Nine years after 9/11: Past achievements and the road ahead

By Diogo Noivo

 

Almost a decade after the terrorist attacks of September 11, one naturally tends to do a balance of achievements and failures in the fight against al-Qaeda. Many analysts and commentators have their own interpretation of what happened in the course of these nine years.

Daniel Byman notices the triumph of counterterrorism policies in the US, as well as the pressure on al-Qaeda that the war in Afghanistan has successfully created, although he is cautious enough to recognize that the problem is far from being resolved.

Bruce Riedel goes straight to the point: al-Qaeda remains alive and deadly. Riedel then continues with his own reading into the nebulous and controversial organizational structure of al-Qaeda.

Bruce Hoffman highlights the increased complexity and diversity of the threat. Hoffman also points out the terrorist radicalization and recruitment taking place within the US.

The above mentioned analysts provide examples of the many possible evaluations of what has happened since 2001.

Here are some other facts and ideas that can be useful for the future:

[1] The main victims of jihadism are and always have been Muslims and Islam. Hence, al-Qaeda and similar groups have lost popular support in Islamic countries. Although its structure is quite atypical if compared with terrorist groups from the recent past, al-Qaeda cannot work (or survive) without a constituency. Ayman al-Zawahiri, al-Qaeda’s deputy chief, is well aware of that since he has repeatedly tried to moderate the modus operandi of Abu Musaib al-Zarqawi, the former and ruthless leader of al-Qaeda in Iraq.

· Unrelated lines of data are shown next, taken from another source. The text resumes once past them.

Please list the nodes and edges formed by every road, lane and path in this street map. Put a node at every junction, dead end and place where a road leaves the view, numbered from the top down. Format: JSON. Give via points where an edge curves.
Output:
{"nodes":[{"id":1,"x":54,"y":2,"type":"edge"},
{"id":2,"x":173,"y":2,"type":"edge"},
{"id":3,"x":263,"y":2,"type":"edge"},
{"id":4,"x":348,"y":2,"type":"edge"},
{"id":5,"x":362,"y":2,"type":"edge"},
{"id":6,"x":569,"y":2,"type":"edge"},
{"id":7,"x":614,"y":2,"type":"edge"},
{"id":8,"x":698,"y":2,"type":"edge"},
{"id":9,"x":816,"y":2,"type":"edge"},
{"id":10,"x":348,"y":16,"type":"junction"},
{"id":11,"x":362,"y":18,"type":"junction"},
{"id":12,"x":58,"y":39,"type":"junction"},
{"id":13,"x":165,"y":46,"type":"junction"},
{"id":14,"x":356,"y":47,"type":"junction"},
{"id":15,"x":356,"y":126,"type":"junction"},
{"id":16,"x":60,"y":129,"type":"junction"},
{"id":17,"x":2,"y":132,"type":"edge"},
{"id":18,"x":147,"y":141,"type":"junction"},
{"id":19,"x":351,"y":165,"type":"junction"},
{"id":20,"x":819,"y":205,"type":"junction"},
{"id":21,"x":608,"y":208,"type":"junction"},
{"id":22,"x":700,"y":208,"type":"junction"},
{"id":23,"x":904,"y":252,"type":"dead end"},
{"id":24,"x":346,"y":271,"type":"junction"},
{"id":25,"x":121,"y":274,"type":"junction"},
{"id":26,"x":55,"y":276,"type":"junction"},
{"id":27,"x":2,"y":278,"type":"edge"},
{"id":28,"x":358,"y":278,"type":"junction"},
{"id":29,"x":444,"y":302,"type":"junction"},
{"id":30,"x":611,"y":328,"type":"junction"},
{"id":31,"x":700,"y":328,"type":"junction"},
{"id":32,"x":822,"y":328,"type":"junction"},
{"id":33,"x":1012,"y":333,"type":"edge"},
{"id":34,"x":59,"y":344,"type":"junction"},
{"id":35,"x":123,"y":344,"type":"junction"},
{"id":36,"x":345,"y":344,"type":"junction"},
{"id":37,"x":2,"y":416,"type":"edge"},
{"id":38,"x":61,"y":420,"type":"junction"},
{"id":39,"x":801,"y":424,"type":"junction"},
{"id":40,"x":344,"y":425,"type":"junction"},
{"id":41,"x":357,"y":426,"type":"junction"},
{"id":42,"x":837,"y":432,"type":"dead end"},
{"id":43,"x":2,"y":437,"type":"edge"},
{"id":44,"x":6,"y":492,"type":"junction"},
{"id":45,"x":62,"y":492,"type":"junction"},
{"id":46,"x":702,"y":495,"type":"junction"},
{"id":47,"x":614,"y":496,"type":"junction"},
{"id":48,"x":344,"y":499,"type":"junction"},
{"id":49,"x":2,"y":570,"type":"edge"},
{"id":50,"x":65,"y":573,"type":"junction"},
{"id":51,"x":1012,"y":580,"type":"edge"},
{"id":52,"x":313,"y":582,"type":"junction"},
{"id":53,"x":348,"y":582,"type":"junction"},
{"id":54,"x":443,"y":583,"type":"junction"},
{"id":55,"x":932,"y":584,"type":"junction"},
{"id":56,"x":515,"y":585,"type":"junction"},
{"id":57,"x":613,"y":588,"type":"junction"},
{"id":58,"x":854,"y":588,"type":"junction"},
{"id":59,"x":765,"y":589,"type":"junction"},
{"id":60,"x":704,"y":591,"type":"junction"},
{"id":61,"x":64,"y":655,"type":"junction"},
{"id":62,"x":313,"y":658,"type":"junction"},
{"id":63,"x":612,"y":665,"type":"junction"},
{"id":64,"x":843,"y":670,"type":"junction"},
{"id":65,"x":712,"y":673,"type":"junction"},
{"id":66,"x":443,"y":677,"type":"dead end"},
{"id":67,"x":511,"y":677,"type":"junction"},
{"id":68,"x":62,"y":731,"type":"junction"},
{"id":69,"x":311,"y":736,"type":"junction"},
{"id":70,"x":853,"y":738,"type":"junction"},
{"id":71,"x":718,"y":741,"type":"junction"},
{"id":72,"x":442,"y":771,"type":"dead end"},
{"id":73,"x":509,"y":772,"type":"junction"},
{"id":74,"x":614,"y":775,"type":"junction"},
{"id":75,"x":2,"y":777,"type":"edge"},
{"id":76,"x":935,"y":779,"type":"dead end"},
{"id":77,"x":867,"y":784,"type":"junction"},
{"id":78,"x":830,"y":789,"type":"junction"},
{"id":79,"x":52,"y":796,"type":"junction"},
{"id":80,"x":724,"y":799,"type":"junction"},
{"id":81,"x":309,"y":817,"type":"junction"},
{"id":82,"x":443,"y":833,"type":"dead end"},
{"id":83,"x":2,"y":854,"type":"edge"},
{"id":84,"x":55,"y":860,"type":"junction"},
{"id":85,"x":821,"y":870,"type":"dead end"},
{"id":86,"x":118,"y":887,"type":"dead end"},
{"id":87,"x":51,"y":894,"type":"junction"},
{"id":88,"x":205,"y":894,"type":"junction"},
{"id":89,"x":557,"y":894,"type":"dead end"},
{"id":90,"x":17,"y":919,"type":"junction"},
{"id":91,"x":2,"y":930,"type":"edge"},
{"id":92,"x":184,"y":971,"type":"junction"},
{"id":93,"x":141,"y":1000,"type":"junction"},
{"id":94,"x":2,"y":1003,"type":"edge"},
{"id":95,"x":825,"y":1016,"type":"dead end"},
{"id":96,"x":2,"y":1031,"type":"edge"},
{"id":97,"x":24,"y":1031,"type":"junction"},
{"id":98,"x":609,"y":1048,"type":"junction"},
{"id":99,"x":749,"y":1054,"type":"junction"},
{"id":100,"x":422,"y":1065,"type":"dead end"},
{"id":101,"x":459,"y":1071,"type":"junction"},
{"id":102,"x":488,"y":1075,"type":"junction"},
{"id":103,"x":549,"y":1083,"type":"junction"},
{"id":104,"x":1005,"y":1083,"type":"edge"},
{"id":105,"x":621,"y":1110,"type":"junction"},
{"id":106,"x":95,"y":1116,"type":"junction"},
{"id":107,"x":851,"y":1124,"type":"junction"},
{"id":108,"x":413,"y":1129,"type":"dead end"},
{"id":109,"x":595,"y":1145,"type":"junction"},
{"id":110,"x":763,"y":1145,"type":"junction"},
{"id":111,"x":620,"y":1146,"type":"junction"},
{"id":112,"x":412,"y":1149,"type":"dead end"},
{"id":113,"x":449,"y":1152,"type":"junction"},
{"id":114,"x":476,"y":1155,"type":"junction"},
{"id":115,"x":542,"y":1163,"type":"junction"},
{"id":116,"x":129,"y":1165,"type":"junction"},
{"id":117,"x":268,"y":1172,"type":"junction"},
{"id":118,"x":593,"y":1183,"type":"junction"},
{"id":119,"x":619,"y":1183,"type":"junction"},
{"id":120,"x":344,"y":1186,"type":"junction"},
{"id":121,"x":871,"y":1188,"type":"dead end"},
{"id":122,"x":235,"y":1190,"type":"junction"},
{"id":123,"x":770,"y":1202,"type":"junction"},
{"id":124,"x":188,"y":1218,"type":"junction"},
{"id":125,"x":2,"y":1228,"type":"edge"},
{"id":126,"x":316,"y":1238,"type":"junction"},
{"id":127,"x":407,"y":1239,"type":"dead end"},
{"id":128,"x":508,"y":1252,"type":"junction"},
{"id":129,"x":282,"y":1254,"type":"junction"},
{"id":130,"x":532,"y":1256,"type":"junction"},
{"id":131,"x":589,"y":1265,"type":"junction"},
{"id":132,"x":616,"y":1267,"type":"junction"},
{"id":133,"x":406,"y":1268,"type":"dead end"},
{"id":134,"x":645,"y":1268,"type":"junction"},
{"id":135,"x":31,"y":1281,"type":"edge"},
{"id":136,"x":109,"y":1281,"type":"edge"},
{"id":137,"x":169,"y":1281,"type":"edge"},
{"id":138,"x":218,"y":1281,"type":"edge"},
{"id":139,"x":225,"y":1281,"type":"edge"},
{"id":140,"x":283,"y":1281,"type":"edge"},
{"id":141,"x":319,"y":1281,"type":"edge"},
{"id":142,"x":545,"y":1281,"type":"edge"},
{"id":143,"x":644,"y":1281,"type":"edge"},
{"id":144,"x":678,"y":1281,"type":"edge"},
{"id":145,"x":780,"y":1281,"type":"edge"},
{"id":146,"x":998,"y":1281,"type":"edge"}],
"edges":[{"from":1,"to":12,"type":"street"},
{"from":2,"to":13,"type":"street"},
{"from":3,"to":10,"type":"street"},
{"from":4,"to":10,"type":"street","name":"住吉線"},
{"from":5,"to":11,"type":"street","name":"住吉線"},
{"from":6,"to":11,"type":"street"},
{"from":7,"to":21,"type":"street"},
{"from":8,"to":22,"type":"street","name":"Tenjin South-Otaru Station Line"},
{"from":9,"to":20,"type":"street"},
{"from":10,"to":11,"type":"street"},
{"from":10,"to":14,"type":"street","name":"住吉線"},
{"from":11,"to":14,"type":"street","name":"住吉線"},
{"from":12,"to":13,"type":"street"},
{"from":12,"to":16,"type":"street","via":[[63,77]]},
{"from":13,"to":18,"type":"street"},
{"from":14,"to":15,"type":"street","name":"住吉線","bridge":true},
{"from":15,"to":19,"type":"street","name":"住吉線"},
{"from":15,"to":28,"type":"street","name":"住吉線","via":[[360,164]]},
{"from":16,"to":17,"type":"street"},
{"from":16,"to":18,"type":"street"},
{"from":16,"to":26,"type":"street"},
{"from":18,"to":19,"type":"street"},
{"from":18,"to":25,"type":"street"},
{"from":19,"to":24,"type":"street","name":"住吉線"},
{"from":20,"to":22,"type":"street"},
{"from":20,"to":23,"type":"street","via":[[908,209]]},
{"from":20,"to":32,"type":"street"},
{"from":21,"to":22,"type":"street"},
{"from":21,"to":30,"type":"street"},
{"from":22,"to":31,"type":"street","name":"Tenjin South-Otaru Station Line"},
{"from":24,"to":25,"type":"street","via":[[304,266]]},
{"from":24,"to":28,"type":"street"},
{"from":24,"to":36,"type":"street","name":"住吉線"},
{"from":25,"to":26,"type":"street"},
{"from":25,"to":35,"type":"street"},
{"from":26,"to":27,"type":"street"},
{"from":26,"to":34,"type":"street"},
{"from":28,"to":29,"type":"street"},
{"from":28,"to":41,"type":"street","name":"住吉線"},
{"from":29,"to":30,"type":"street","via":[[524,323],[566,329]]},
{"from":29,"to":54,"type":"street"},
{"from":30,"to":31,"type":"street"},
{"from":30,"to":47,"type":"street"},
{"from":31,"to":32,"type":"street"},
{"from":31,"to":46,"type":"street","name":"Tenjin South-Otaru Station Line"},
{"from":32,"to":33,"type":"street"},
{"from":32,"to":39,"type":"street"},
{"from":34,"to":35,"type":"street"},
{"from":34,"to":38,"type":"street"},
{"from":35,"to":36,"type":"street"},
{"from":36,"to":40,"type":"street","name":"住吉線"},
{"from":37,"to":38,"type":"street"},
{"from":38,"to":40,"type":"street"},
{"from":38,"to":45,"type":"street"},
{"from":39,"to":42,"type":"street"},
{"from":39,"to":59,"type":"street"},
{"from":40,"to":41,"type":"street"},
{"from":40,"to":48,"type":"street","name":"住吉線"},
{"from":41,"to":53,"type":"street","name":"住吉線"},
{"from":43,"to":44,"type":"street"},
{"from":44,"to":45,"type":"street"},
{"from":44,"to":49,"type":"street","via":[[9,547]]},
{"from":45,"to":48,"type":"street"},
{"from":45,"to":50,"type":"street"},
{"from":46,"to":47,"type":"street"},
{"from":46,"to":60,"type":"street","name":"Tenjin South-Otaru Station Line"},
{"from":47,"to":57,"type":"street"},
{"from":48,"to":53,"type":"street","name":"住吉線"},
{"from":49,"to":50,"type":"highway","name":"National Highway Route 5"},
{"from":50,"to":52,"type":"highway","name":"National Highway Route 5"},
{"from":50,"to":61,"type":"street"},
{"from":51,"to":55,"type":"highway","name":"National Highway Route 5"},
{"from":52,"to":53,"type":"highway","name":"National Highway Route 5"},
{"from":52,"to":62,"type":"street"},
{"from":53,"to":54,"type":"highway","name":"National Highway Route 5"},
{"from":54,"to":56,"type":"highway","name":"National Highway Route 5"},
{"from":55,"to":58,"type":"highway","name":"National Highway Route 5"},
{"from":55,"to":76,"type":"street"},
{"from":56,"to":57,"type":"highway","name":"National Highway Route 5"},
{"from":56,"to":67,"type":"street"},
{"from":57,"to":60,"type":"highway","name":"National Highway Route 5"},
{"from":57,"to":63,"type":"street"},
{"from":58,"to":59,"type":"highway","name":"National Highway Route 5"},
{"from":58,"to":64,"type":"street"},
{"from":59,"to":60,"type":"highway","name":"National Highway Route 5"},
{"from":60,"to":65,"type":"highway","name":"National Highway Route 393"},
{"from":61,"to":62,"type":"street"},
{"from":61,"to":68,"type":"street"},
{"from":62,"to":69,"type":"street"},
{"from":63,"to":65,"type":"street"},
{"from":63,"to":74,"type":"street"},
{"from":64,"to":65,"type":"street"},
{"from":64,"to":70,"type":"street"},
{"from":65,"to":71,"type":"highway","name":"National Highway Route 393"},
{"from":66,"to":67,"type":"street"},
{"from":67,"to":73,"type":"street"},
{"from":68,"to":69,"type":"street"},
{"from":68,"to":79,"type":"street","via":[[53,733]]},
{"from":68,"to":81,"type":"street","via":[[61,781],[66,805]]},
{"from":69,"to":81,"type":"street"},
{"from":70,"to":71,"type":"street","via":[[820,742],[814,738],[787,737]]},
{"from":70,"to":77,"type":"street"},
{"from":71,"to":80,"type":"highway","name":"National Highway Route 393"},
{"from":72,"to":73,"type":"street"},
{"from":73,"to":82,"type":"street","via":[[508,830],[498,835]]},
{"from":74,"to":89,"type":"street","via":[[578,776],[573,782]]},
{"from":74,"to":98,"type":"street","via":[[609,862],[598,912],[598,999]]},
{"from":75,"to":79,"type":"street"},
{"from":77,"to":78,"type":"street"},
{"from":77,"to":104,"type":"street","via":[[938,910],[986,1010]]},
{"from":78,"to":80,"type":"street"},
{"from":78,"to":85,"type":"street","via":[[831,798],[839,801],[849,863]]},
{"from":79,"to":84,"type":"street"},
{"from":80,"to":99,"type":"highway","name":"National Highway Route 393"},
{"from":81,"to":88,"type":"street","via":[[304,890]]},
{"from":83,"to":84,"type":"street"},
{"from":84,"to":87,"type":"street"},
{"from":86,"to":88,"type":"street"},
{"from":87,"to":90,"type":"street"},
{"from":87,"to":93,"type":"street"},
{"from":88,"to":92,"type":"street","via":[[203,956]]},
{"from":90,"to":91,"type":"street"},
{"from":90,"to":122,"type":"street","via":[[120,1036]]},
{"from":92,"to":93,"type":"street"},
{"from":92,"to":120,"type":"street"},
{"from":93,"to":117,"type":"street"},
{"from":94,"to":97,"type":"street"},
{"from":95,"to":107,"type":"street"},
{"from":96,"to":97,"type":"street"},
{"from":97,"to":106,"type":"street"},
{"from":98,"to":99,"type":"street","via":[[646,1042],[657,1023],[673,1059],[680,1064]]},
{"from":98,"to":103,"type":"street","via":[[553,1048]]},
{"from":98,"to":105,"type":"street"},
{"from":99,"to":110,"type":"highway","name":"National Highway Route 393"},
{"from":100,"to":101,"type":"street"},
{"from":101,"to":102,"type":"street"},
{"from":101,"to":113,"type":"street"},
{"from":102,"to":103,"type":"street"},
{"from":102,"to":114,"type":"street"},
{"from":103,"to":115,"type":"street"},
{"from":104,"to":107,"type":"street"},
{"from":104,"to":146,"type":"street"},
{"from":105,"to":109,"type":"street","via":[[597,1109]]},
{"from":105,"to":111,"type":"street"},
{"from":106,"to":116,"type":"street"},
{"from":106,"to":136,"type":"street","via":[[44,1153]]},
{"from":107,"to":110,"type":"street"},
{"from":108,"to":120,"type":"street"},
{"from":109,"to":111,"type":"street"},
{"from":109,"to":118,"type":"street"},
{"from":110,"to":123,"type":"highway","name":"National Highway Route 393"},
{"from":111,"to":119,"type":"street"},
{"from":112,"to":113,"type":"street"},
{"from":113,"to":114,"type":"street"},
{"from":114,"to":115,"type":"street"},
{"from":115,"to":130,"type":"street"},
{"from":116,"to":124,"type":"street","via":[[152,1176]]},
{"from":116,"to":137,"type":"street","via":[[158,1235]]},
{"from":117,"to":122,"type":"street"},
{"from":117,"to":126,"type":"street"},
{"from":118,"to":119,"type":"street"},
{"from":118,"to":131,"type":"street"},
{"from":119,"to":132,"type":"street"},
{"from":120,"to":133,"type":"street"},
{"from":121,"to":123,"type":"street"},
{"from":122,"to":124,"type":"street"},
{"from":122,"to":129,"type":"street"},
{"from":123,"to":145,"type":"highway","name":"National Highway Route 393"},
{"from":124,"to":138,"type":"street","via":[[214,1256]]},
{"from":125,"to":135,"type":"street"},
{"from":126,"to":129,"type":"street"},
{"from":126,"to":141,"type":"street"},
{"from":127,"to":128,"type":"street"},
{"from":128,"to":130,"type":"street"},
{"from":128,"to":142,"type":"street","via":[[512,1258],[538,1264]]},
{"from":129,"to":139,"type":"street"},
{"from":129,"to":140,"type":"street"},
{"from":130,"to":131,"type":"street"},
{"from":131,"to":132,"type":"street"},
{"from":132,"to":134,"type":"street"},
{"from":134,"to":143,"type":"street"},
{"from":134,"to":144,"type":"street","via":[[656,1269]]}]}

[2] The war in Afghanistan has had significant costs at the human, financial and political levels. At the same time, it has crippled bin Laden’s organization.

[3] Osama bin Laden is still at large. His arrest or death would be an unequivocal political victory, but would have little (if any) positive effect on the overall counterterrorism efforts. Ideas do not die with the men that advocate them. Furthermore, jihadism is based on a sense of community, and regardless of what we make of al-Qaeda, its affiliates and offshoots, it is now clear that Islamist terrorism is bigger than bin Laden and ‘al-Qaeda Central’.

[4] In spite of its religious outlines, the problem is political. Therefore, it is important to find an efficient and common counter-narrative to debunk al-Qaeda’s speech.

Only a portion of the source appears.